Records from a dataset
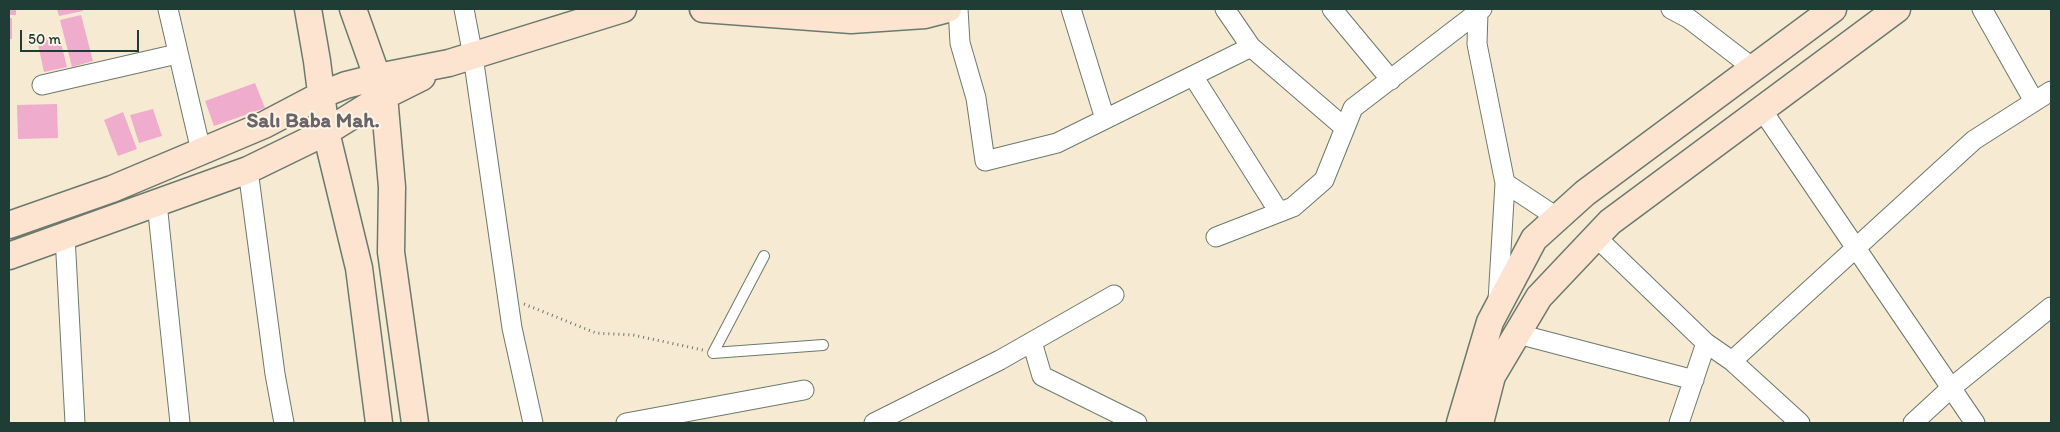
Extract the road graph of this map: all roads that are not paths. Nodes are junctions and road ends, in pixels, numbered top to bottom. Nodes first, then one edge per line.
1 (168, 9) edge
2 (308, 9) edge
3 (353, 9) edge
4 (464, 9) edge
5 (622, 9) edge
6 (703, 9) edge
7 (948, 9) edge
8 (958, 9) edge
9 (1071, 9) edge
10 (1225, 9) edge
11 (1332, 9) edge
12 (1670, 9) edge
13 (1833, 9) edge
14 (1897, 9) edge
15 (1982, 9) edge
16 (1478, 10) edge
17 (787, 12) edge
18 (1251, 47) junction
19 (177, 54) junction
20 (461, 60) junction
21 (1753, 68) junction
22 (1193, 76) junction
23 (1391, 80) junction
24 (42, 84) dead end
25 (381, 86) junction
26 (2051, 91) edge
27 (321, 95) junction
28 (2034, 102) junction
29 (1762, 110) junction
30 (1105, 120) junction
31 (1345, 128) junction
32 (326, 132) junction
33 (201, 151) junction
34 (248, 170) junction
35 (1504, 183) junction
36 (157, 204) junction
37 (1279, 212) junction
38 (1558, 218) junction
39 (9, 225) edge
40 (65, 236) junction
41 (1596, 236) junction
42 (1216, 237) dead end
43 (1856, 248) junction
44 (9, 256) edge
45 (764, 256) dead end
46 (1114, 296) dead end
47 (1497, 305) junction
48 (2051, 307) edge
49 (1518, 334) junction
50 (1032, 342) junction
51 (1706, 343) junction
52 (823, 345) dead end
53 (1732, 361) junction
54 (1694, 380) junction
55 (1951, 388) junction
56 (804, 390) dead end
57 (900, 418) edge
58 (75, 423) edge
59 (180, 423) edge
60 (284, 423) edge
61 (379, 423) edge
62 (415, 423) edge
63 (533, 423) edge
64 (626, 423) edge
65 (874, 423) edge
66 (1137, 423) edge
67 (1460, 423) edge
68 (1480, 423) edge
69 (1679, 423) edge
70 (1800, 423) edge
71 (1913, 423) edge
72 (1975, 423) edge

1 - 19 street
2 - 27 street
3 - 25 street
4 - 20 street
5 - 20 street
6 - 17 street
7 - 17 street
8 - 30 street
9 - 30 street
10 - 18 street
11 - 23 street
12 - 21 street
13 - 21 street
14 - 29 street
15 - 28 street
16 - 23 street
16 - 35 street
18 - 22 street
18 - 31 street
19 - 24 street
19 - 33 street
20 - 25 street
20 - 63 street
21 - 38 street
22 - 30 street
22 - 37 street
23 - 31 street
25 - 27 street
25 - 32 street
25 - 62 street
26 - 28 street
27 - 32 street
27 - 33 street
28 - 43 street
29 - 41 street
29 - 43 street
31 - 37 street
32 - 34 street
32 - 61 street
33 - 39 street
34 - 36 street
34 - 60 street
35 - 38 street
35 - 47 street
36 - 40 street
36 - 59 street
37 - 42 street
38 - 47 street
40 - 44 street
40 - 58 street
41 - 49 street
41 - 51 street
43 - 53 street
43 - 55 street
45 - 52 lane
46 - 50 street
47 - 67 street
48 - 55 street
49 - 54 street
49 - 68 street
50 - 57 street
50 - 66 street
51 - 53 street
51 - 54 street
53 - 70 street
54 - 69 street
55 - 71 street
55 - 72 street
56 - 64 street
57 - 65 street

What is expected: Please write every line above out exactly as given, except for any pictures.

Final answer:
Extract the road graph of this map: all roads that are not paths. Nodes are junctions and road ends, in pixels, numbered top to bottom. Nodes first, then one edge per line.
1 (168, 9) edge
2 (308, 9) edge
3 (353, 9) edge
4 (464, 9) edge
5 (622, 9) edge
6 (703, 9) edge
7 (948, 9) edge
8 (958, 9) edge
9 (1071, 9) edge
10 (1225, 9) edge
11 (1332, 9) edge
12 (1670, 9) edge
13 (1833, 9) edge
14 (1897, 9) edge
15 (1982, 9) edge
16 (1478, 10) edge
17 (787, 12) edge
18 (1251, 47) junction
19 (177, 54) junction
20 (461, 60) junction
21 (1753, 68) junction
22 (1193, 76) junction
23 (1391, 80) junction
24 (42, 84) dead end
25 (381, 86) junction
26 (2051, 91) edge
27 (321, 95) junction
28 (2034, 102) junction
29 (1762, 110) junction
30 (1105, 120) junction
31 (1345, 128) junction
32 (326, 132) junction
33 (201, 151) junction
34 (248, 170) junction
35 (1504, 183) junction
36 (157, 204) junction
37 (1279, 212) junction
38 (1558, 218) junction
39 (9, 225) edge
40 (65, 236) junction
41 (1596, 236) junction
42 (1216, 237) dead end
43 (1856, 248) junction
44 (9, 256) edge
45 (764, 256) dead end
46 (1114, 296) dead end
47 (1497, 305) junction
48 (2051, 307) edge
49 (1518, 334) junction
50 (1032, 342) junction
51 (1706, 343) junction
52 (823, 345) dead end
53 (1732, 361) junction
54 (1694, 380) junction
55 (1951, 388) junction
56 (804, 390) dead end
57 (900, 418) edge
58 (75, 423) edge
59 (180, 423) edge
60 (284, 423) edge
61 (379, 423) edge
62 (415, 423) edge
63 (533, 423) edge
64 (626, 423) edge
65 (874, 423) edge
66 (1137, 423) edge
67 (1460, 423) edge
68 (1480, 423) edge
69 (1679, 423) edge
70 (1800, 423) edge
71 (1913, 423) edge
72 (1975, 423) edge

1 - 19 street
2 - 27 street
3 - 25 street
4 - 20 street
5 - 20 street
6 - 17 street
7 - 17 street
8 - 30 street
9 - 30 street
10 - 18 street
11 - 23 street
12 - 21 street
13 - 21 street
14 - 29 street
15 - 28 street
16 - 23 street
16 - 35 street
18 - 22 street
18 - 31 street
19 - 24 street
19 - 33 street
20 - 25 street
20 - 63 street
21 - 38 street
22 - 30 street
22 - 37 street
23 - 31 street
25 - 27 street
25 - 32 street
25 - 62 street
26 - 28 street
27 - 32 street
27 - 33 street
28 - 43 street
29 - 41 street
29 - 43 street
31 - 37 street
32 - 34 street
32 - 61 street
33 - 39 street
34 - 36 street
34 - 60 street
35 - 38 street
35 - 47 street
36 - 40 street
36 - 59 street
37 - 42 street
38 - 47 street
40 - 44 street
40 - 58 street
41 - 49 street
41 - 51 street
43 - 53 street
43 - 55 street
45 - 52 lane
46 - 50 street
47 - 67 street
48 - 55 street
49 - 54 street
49 - 68 street
50 - 57 street
50 - 66 street
51 - 53 street
51 - 54 street
53 - 70 street
54 - 69 street
55 - 71 street
55 - 72 street
56 - 64 street
57 - 65 street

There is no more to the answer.